Kate Middleton teria sido a primeira integrante da família real a se afastar do ex-príncipe Andrew, segundo um especialista em realeza ouvido pelo Page Six. A esposa do príncipe William não apenas teria interrompido o contato com o irmão do Rei Charles III, como também apoiado sua exclusão de eventos oficiais da monarquia. A decisão estaria ligada à preocupação com a reputação de sua família e da Coroa.
O jornalista Christopher Andersen, conhecido por publicações sobre a família real, está lançando o livro “Kate! A Coragem, a Graça e o Poder da Mulher que Será Rainha”, com detalhes da vida da duquesa. Em entrevista, ele antecipou algumas informações e revelou a reação de Kate diante dos escândalos de Andrew: “Ela foi a primeira integrante da realeza a cortar relações com ele, a lhe virar as costas”.
Middleton também teria atuado para isolar Andrew da vida pública e, segundo relatos, o teria impedido de comparecer a seus eventos, como o concerto de Natal na Abadia de Westminster: “Ele perguntou, por meio de intermediários, se poderia entrar por uma porta lateral”. A resposta da princesa foi direta e deixou claro o motivo da decisão: “Não, não queremos seu rosto nas câmeras”.

Além de estar preocupada com a reputação da monarquia, Kate também teria tomado a decisão para proteger a família.
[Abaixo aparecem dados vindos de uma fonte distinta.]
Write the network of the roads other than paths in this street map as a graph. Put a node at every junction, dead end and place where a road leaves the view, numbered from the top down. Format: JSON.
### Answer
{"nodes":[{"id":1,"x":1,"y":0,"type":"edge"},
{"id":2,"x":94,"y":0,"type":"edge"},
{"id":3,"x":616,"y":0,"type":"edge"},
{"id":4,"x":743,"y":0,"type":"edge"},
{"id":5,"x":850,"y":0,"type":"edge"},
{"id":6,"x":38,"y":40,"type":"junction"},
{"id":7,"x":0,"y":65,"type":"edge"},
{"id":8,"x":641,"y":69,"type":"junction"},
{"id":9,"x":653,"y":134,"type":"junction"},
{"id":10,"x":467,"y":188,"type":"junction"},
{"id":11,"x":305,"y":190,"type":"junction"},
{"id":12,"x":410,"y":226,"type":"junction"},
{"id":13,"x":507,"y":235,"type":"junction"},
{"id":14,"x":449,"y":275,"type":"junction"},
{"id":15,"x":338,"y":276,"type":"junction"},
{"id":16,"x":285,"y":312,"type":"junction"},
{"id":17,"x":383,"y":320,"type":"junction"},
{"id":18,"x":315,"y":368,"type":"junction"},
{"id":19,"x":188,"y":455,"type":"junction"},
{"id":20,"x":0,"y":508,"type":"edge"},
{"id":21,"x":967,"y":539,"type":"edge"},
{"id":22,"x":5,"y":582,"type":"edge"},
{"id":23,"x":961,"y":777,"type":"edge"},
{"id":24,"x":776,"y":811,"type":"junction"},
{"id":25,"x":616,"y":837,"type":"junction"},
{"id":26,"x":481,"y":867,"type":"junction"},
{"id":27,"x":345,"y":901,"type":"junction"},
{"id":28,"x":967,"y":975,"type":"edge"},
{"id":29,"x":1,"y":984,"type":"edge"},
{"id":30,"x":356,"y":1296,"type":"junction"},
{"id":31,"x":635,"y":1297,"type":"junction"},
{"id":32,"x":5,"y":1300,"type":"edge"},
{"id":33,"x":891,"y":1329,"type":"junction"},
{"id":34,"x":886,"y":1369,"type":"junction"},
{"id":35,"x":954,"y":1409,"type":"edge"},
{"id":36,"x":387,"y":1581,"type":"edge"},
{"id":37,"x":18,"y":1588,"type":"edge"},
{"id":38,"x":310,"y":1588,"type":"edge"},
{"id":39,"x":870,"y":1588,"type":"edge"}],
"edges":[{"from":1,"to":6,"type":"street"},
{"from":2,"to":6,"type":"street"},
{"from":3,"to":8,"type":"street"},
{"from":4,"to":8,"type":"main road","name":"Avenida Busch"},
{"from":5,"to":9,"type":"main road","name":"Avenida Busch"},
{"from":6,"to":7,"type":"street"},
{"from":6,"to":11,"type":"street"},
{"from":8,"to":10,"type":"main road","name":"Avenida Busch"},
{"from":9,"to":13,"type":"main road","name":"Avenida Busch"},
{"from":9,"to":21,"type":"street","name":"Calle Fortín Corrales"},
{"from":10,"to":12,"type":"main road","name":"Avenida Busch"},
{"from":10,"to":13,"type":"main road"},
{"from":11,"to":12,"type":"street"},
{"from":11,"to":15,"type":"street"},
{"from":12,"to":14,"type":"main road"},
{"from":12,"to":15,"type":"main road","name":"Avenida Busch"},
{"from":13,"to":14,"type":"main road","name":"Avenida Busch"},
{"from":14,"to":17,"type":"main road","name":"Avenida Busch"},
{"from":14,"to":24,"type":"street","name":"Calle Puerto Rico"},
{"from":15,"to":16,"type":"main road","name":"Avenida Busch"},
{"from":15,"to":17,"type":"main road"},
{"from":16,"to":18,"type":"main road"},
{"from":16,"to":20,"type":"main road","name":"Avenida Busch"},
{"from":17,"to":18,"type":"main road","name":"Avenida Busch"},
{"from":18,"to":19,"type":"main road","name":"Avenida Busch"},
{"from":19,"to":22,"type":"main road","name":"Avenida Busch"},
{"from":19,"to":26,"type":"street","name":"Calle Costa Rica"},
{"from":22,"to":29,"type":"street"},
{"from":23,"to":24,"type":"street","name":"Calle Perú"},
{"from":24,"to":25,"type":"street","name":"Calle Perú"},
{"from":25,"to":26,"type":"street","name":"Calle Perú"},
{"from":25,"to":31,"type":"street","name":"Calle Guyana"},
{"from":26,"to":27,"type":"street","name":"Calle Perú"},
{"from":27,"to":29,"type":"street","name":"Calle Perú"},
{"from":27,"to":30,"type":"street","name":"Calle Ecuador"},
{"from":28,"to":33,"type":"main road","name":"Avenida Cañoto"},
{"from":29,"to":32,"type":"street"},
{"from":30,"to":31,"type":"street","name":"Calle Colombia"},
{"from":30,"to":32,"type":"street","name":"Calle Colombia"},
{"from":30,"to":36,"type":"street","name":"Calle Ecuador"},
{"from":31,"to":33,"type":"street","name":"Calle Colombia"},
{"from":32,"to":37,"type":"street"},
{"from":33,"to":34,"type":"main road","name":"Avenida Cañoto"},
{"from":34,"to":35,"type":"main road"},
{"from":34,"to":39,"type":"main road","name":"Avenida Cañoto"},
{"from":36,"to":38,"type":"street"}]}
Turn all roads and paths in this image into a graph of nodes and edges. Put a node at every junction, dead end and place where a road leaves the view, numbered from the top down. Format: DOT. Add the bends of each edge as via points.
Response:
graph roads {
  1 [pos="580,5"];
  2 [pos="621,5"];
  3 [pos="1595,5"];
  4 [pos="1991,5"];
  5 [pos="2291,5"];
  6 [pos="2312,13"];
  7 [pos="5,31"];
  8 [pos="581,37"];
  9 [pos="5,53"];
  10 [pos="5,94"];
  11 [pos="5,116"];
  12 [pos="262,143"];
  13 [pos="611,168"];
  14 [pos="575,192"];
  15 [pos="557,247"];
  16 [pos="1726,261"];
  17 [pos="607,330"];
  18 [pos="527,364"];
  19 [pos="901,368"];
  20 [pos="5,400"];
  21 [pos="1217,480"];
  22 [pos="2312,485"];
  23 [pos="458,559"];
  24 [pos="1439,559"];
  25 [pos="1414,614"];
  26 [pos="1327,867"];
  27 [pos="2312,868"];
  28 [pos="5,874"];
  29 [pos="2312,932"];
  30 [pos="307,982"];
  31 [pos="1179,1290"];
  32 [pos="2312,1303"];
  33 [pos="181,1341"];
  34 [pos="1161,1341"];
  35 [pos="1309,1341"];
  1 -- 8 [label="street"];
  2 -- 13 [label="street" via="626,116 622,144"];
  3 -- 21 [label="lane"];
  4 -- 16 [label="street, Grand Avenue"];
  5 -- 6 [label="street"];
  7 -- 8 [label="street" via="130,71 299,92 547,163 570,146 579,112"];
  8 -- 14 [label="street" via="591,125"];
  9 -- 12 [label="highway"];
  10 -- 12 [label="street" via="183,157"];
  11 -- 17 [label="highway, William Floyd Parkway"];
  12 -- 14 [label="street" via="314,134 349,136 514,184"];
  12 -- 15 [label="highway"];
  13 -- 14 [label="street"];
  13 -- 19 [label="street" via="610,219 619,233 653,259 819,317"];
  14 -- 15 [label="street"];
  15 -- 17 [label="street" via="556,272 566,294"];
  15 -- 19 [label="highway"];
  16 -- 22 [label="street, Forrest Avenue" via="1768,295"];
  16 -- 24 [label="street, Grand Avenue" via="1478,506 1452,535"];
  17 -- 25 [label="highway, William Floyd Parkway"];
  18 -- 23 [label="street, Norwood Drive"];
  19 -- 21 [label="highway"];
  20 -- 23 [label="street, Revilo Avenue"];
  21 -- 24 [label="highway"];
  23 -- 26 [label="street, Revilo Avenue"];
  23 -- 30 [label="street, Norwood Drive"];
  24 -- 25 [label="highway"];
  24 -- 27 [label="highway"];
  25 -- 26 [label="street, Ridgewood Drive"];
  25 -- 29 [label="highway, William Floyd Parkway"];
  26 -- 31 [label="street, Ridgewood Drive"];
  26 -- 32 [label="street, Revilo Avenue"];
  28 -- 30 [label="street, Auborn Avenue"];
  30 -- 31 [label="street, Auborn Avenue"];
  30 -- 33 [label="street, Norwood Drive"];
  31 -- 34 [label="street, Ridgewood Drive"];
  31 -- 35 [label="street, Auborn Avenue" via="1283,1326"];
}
Middleton estaria focada principalmente em blindar o marido, William, que é o próximo na linha de sucessão, e o filho mais velho, George, de 12 anos, que também é um dos herdeiros à espera do trono: “Kate está olhando para o futuro. Ela é a esposa e mãe de um futuro monarca”.
Por fim, o jornalista, que também escreveu um livro sobre a vida de Andrew, afirmou que Kate e William tiveram participação direta no afastamento do ex-príncipe da família real. Segundo ele, o casal teria pressionado o rei para que Andrew perdesse seus títulos e, ainda de acordo com relatos, chegou a evitá-lo durante um funeral, em setembro de 2025.

No mês seguinte, Andrew perdeu parte de seus títulos e funções oficiais na monarquia, em meio às repercussões de sua amizade com Jeffrey Epstein e às acusações feitas por Virginia Giuffre. Ela afirma ter sido vítima de tráfico sexual pelo empresário e de abuso por parte do príncipe quando tinha 17 anos. Andrew negou as acusações e, em 2022, firmou um acordo financeiro com Giuffre.
No início deste ano, Andrew também foi detido pela polícia do Reino Unido, em 19 de fevereiro de 2026, por suspeita de má conduta em cargo público, relacionada ao compartilhamento de informações comerciais confidenciais com Jeffrey Epstein. Ele foi interrogado e liberado no mesmo dia, sem prisão preventiva, enquanto o caso segue em apuração pelas autoridades britânicas.